Вот тогда-то они и сделали этого младенца. Никаких сомнений. Весь следующий день она грезила о том, чтобы выйти замуж за Ричи и провести все оставшиеся ночи своей жизни в его объятиях. Но в конце той недели Ричи исчез из Солсбери — прошел слух, что он ушел-таки в подпольную армию, собирающуюся напасть на Пришельцев,— и больше никто о нем ничего не слышал.
Энди. Эдди. Ричи.
А теперь она лежала на полу той же самой кладовой, со спущенными штанами, накрытая одним лишь изношенным одеялом, от которого несло вонью подгорелого масла, и ее лоснящийся, непомерно раздутый живот раздирала нечеловеческая боль. Воды отошли где-то около полуночи.

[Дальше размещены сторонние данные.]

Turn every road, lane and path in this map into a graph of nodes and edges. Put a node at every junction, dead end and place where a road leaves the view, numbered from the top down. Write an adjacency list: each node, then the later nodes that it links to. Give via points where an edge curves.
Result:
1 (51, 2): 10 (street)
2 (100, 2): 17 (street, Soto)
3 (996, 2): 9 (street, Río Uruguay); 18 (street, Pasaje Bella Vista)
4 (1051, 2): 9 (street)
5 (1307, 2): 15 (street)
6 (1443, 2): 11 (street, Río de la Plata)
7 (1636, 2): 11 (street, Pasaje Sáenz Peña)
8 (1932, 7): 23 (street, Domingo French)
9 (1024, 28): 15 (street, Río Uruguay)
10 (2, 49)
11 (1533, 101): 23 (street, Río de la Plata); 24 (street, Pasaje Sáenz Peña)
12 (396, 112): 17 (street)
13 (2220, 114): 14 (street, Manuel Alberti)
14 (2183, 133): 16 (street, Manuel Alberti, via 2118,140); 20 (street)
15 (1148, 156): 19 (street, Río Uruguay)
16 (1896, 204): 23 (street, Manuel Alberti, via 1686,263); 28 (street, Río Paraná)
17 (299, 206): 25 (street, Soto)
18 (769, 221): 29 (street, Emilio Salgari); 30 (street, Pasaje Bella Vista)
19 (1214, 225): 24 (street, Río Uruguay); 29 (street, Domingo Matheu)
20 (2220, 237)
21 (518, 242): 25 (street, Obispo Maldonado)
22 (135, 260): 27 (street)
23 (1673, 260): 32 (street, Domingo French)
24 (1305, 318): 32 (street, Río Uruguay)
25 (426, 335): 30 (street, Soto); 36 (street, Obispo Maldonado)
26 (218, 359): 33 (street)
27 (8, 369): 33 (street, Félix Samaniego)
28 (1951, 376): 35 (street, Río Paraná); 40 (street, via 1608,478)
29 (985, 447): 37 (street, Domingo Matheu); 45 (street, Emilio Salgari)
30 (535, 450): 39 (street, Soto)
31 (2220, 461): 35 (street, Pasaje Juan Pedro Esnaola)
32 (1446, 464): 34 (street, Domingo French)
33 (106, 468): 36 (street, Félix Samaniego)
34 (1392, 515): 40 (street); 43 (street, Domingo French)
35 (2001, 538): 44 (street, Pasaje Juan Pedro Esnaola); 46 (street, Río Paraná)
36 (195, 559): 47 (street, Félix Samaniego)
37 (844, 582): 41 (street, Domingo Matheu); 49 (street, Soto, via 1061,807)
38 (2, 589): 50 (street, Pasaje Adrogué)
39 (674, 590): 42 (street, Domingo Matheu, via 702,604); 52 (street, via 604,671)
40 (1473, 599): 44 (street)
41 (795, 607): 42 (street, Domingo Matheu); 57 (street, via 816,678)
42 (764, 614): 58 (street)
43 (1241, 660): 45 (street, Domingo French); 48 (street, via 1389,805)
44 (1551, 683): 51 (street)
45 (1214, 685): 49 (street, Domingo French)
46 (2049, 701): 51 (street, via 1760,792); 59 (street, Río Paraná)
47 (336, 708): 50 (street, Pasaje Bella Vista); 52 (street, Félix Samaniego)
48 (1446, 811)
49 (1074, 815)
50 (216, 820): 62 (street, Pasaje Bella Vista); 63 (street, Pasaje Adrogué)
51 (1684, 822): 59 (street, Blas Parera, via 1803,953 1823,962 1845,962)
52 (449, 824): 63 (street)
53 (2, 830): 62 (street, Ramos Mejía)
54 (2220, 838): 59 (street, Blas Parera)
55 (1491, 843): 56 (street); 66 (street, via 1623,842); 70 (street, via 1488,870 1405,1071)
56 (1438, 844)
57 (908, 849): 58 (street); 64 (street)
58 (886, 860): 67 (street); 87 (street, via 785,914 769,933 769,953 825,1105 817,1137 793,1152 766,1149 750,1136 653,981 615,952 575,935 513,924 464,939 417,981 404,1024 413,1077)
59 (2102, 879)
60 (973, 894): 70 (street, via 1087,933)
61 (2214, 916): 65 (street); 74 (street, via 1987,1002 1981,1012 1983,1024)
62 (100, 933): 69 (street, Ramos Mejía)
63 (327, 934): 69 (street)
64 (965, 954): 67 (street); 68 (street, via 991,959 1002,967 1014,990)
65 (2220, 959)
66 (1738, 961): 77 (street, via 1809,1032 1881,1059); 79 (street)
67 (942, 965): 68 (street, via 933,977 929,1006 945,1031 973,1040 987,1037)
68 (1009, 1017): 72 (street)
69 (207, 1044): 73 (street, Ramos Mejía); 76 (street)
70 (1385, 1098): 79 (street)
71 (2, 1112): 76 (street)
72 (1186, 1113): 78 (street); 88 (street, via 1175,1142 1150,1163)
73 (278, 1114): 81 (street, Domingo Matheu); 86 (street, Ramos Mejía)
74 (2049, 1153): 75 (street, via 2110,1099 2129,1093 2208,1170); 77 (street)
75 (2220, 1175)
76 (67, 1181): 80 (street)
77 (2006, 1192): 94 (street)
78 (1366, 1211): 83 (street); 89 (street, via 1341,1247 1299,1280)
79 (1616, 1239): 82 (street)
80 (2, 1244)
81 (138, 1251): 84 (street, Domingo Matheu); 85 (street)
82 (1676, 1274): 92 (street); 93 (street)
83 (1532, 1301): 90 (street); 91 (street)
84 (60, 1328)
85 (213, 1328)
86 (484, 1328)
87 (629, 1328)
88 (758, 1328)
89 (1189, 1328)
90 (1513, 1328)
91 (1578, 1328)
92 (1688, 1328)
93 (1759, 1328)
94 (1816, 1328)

Она как раз в этот момент осторожно поднималась по лестнице, чтобы спрятаться наверху и дождаться конца величайшего бедствия своей жизни. Схватки становились все чаще и чаще — словно внутри происходили маленькие землетрясения. Сейчас, наверно, было уже часа два, три, а то и четыре утра. Сколько времени это будет продолжаться? Еще час? Шесть? Двенадцать?
Может, уступить слабости и позвать Аиссу помочь?
Нет. Нет. Она не осмеливалась.
С улицы доносились голоса ранних прохожих, звуки шагов. Странно, с какой стати они так поздно кричат и бегают по улицам? Гулянки на Рождество редко затягиваются на ночь. Слов было не разобрать, но потом в голове у нее ненадолго прояснилось, и она услышала совершенно отчетливо:
— Чужеземцы! Сносят Стонхендж, разбирают его на части!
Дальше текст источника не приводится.